D’un écrivain, ce ne sont pas les longues heures de silence passées à écrire et réécrire que l’on raconte (il y aurait peu à dire), mais les à-côtés, les anecdotes. Ainsi celle de Gérard de Nerval « traînant un homard vivant au bout d’un ruban bleu » dans le jardin du Palais-Royal, qu’Apollinaire rapporte dans Anecdotiques, édition posthume de notes prises entre 1911 et 1918, parue chez Stock en 1926.

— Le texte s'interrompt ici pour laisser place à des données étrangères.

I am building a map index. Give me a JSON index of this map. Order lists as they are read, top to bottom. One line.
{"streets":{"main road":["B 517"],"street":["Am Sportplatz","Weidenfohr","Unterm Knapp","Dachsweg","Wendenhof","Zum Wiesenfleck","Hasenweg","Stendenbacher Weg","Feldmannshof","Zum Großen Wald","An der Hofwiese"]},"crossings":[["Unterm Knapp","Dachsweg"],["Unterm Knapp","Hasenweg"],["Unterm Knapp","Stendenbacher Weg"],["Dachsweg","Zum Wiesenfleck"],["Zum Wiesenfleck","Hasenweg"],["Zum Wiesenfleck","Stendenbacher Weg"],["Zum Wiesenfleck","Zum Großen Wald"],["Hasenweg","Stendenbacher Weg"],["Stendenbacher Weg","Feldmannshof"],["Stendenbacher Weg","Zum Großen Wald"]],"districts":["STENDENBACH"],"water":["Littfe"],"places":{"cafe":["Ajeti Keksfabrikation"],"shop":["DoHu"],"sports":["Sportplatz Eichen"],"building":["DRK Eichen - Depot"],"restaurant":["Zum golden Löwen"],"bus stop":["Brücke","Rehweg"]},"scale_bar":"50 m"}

Les restaurateurs seraient bien inspirés de relire Apollinaire avant de renouveler leur carte. A-t-on jamais vu de homard façon Nerval au menu d’un restaurant de fruits de mer ? Il ferait le régal des connaisseurs qui pratiquent le massacre de crustacé en récitant des vers, et horrifierait sans doute les sensibles et les amoureux de Nerval, le plus sensible de tous les romantiques, qui désapprouverait peut-être la mise à mort de son animal de compagnie.

Apollinaire semble tenir l’anecdote d’un livre de Gauthier Ferrières (Gérard de Nerval, la vie et l’œuvre, 1906), qu’il cite presque mot pour mot, et avec aussi peu de détails circonstanciés pouvant accréditer l’histoire. Il cite également un article paru en 1855 dans Le Journal pour rire, d’après l’extrait qu’il en a lu dans la revue Les Marges en ce mois de juillet 1911. À cause d’une typographie incertaine (rien n’indique la fin de la citation dans le texte d’Apollinaire), on ne sait pas si Le Journal pour rire parlait aussi du homard de Nerval.

Bref, pour une anecdote que tout le monde se plaît à répéter sans en connaître la source (que chacun peut identifier comme moi en moins d’une heure de recherches), on ne sait rien et rien n’atteste l’existence d’un homard traîné au bout d’une laisse. Je ne dis pas qu’il n’a jamais existé, mais qu’il manque des preuves pour l’affirmer. Le pittoresque est parfois trop séduisant pour être vrai.

Théophile Gautier, l’ami intime de Nerval, n’en parle pas dans son Histoire du romantisme, où il consacre pourtant de forts beaux passages à Nerval. Ce qu’il écrit sur lui vaut toutes les critiques. Connaissant son goût de la discrétion, il aborde avec un tact infini la folie de son ami : « L’envahissement progressif du rêve a rendu la vie de Gérard de Nerval peu à peu impossible dans le milieu où se meuvent les réalités. » Il sait rester personnel sans être impudique, aimer sans écrire de dithyrambe. A-t-il tu cette histoire de homard pour ménager la mémoire de Gérard de Nerval ? Je ne le crois pas. Ce n’était pas un symptôme à cacher, mais une fantaisie plaisante à raconter. En bon écrivain, il aurait dû la mentionner, ce qui me fait douter de sa véracité.

En leur honneur, j’invente aujourd’hui le critère Nerval-Gautier de réussite littéraire. J’invite chacun à passer le test, qui consiste à répondre à la question suivante : mérite-t-on pareille amitié ? Les vainqueurs recevront un homard de compagnie, dont je suis sûr qu’ils sauront s’occuper avec toute l’attention qu’il mérite.


Dans un monde idéal, il suffirait de répéter ses mots d’esprit et de lire ses livres pour perpétuer le souvenir d’un écrivain. Cela lui éviterait avant de mourir de devoir se donner la peine de vivre pour mériter notre attention.